<<<<
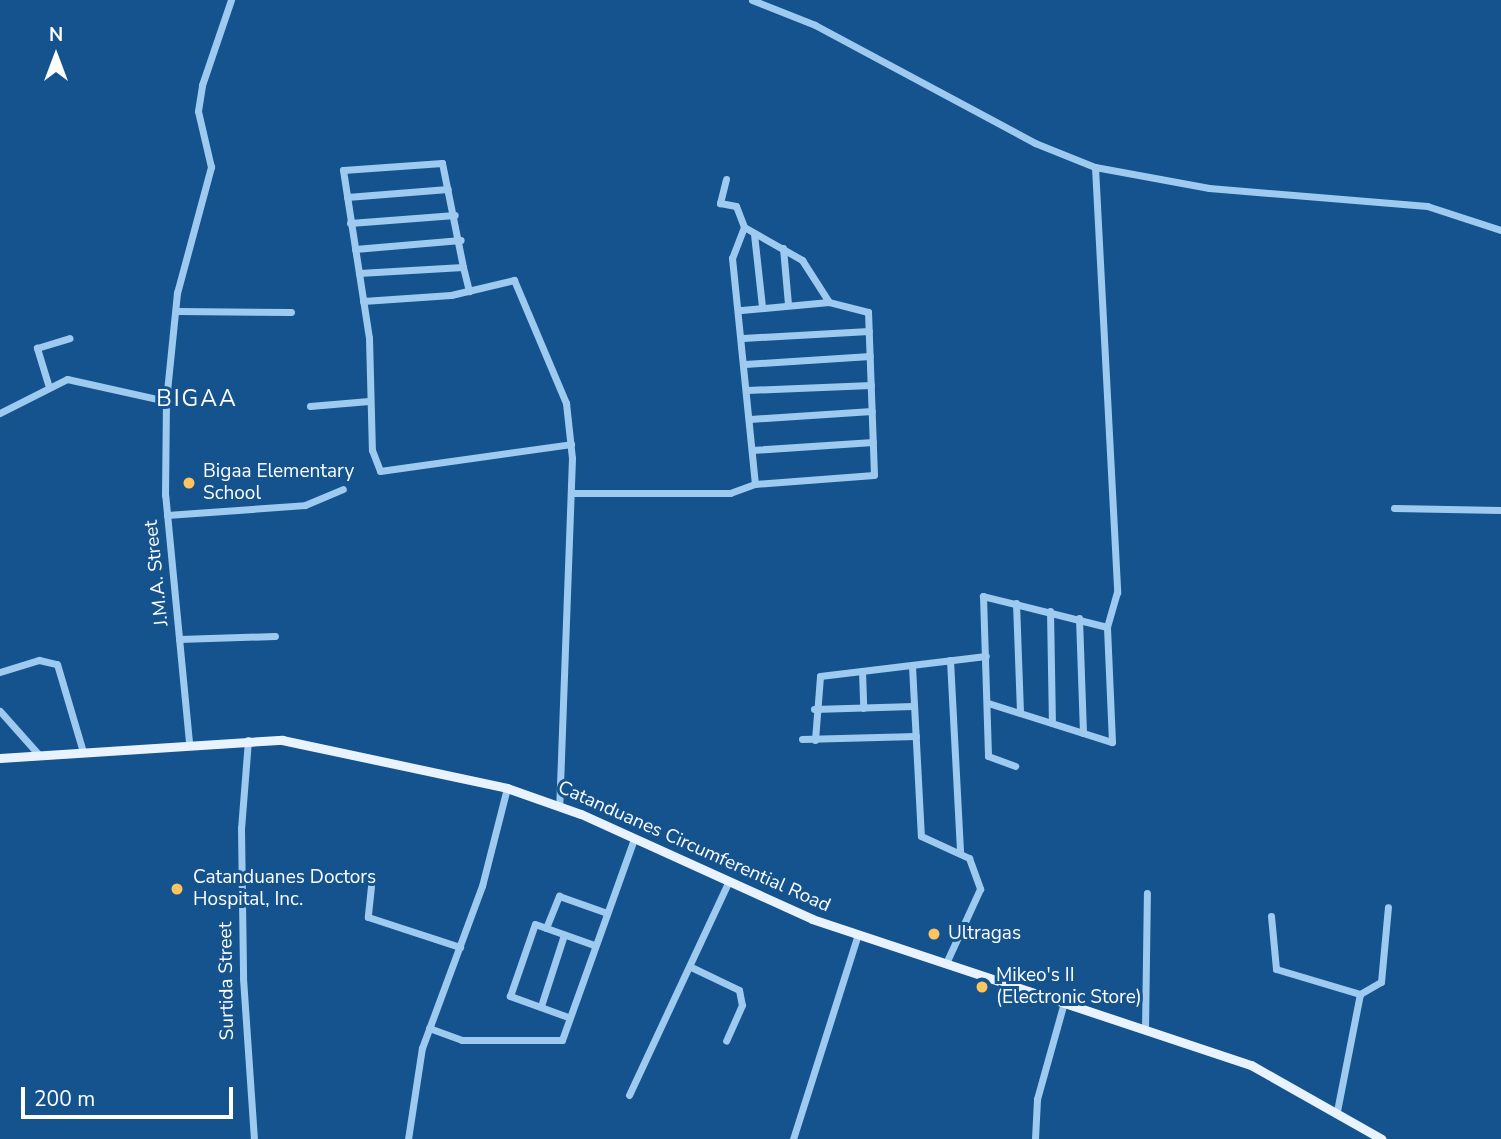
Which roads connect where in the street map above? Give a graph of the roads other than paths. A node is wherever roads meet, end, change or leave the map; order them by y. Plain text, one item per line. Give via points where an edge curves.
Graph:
>>>>
<<<<
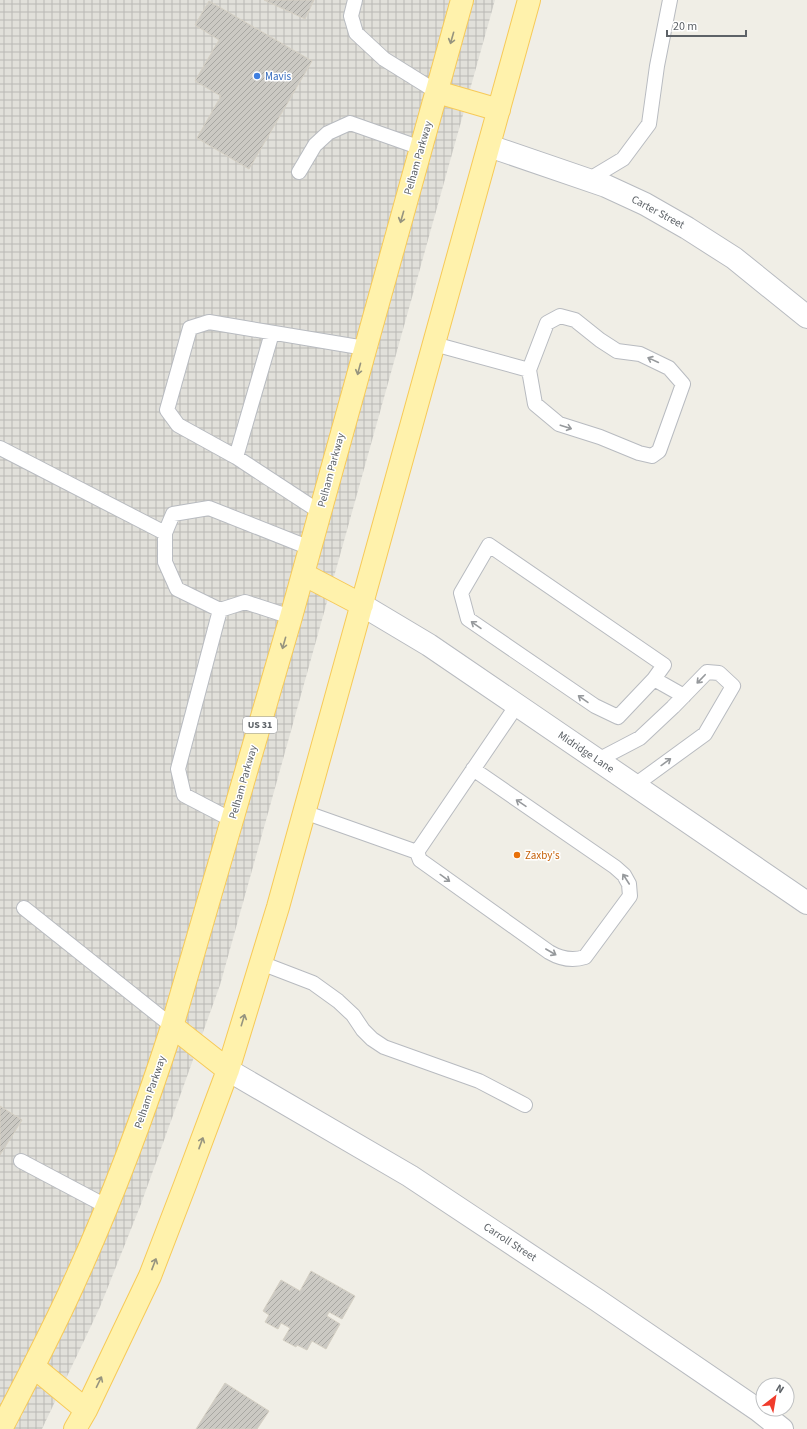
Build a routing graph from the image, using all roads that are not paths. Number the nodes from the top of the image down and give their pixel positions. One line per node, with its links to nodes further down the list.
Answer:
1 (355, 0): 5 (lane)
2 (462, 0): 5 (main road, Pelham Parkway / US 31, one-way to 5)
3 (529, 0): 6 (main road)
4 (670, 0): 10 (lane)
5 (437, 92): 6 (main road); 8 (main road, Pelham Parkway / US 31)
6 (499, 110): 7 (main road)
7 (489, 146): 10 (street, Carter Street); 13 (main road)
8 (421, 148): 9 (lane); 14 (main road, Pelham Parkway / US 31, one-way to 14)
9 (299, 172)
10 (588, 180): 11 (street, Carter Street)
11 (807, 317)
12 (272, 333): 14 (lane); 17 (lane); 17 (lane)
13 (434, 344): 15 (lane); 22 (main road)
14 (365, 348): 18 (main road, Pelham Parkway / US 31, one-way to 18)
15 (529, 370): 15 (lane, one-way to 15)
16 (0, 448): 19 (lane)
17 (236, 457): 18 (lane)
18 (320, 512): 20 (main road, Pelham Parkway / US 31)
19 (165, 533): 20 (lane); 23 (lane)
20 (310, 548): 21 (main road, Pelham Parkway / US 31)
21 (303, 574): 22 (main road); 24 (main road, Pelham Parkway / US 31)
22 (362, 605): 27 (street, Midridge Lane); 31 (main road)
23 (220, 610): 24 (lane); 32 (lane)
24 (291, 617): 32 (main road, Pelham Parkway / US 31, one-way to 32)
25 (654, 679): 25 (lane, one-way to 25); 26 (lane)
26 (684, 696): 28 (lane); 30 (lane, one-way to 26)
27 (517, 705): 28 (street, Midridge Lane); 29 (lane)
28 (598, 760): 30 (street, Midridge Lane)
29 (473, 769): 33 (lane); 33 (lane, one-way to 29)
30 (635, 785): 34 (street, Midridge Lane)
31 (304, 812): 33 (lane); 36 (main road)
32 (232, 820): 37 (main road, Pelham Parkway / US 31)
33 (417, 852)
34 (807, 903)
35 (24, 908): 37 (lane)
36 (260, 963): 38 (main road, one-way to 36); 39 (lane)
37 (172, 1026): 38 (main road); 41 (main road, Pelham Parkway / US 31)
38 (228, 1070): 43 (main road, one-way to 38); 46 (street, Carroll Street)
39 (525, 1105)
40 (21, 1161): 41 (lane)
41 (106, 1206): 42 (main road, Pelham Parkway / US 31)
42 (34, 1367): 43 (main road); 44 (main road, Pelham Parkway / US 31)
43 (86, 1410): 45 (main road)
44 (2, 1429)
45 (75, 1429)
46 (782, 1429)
>>>>
Exercise description = The lines needed are those in the data above that hold the string "paths"; copy each of them.

Exercise response =
Which roads connect where in the street map above? Give a graph of the roads other than paths. A node is wherever roads meet, end, change or leave the map; order them by y. Plain text, one item per line. Give via points where an edge curves.
Build a routing graph from the image, using all roads that are not paths. Number the nodes from the top of the image down and give their pixel positions. One line per node, with its links to nodes further down the list.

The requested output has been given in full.